Así que la religión tradicional, que hasta ese entonces ofrecía poder, grandeza, victoria, se enfrentó a esta pequeña secta de cristianos que ofrecía algo completamente distinto — un Dios desangrado, fracasado, ejecutado por sus propios compatriotas. Un Dios que no aplastó a sus enemigos, sino que los perdonó. Un Dios que llora, suda, sangra y muere.
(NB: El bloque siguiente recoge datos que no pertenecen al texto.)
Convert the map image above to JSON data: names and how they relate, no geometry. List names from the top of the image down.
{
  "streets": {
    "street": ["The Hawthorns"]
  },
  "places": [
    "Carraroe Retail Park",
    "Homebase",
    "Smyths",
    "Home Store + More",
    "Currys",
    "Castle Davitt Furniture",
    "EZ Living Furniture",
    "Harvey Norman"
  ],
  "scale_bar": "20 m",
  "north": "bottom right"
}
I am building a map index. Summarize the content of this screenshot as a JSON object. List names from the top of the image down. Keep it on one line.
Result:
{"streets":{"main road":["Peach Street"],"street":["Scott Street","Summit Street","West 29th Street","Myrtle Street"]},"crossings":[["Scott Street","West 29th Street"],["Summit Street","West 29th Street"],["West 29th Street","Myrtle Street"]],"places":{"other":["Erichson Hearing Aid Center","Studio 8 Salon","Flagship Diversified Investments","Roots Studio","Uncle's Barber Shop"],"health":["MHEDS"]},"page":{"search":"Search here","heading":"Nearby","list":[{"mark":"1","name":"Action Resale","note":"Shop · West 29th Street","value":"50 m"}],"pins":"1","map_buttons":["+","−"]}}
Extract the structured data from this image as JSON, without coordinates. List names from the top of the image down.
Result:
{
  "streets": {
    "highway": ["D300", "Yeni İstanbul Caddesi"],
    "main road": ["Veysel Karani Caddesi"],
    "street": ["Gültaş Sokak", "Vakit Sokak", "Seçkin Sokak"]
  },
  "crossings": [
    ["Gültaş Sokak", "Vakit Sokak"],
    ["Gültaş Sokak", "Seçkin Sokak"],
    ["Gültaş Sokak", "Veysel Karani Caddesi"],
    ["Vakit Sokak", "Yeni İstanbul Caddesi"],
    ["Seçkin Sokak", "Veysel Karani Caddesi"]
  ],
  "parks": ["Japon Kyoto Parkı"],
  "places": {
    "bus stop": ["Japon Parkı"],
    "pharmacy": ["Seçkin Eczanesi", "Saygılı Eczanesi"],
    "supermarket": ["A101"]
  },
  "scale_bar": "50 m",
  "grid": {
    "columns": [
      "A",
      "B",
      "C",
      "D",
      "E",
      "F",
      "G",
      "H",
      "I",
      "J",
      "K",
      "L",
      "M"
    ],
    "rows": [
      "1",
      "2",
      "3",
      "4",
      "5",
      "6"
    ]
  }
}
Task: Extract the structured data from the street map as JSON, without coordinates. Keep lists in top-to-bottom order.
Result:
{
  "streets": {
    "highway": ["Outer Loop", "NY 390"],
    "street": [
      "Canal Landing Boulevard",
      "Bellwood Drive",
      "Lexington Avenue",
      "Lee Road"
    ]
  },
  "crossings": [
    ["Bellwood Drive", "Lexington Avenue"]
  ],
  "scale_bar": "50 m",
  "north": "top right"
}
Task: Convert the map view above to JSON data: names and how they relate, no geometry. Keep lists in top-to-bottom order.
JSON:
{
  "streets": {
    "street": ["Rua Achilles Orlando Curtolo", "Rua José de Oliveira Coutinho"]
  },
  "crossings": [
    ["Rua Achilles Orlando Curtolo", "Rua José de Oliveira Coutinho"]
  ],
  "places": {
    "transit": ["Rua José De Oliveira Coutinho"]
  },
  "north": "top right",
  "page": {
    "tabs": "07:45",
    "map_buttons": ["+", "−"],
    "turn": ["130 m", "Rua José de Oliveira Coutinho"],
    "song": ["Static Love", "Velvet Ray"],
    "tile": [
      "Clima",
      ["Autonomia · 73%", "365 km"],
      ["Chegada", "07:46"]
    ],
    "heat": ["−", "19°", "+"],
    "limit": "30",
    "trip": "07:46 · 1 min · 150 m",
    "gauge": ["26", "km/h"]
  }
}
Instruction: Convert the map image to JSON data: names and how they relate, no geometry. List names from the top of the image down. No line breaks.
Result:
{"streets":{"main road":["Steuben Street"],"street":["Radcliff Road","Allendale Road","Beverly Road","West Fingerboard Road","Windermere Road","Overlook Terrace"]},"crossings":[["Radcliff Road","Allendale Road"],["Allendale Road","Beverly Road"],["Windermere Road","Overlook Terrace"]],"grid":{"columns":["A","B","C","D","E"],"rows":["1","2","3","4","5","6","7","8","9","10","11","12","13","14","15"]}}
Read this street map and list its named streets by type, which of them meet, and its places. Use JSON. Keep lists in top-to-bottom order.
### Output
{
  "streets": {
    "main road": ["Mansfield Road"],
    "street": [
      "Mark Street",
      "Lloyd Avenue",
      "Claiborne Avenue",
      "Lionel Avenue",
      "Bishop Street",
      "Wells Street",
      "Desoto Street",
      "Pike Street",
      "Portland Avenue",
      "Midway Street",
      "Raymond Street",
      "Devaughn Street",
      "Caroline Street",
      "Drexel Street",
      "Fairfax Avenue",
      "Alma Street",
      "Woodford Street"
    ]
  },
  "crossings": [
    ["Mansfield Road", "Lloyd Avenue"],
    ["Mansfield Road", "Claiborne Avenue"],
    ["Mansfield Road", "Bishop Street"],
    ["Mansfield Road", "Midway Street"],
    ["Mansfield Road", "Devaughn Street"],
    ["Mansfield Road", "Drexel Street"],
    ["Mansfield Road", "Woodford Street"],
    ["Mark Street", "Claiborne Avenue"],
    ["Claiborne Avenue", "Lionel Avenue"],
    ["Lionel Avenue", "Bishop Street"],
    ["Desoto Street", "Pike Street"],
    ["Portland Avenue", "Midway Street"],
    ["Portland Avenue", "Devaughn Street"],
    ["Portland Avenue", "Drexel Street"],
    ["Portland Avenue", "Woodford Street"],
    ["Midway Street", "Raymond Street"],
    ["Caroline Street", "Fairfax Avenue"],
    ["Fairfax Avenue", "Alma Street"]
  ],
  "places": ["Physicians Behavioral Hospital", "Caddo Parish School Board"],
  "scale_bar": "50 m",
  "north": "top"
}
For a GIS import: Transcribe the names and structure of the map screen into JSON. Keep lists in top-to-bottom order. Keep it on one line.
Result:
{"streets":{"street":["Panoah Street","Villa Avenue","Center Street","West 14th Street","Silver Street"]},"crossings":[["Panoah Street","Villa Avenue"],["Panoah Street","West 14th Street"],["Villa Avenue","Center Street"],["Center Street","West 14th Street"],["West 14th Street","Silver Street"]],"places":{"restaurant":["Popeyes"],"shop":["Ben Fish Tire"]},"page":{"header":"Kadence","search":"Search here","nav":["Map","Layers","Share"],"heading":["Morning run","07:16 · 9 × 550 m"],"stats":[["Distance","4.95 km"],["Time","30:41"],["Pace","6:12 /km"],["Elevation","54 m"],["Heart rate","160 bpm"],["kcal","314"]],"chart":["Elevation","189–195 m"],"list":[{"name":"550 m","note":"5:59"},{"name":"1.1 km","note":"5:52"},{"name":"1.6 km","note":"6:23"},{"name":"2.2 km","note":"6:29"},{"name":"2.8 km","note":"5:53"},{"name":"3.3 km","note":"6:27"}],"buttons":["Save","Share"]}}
Esto no fue simplemente una religión nueva. Fue una total inversión moral. Una subversión de todo el orden establecido. No se trataba de una nueva promesa de gloria, sino de una glorificación del inferior. Tanto así que ni los primeros artistas cristianos sabían cómo representar visualmente la crucifixión. No fue sino hasta finales del siglo IV que comenzaron a aparecer las primeras pinturas del cuerpo crucificado de Cristo. En otras palabras, tardó 400 años para que la muerte en la cruz dejará de ser símbolo de vergüenza.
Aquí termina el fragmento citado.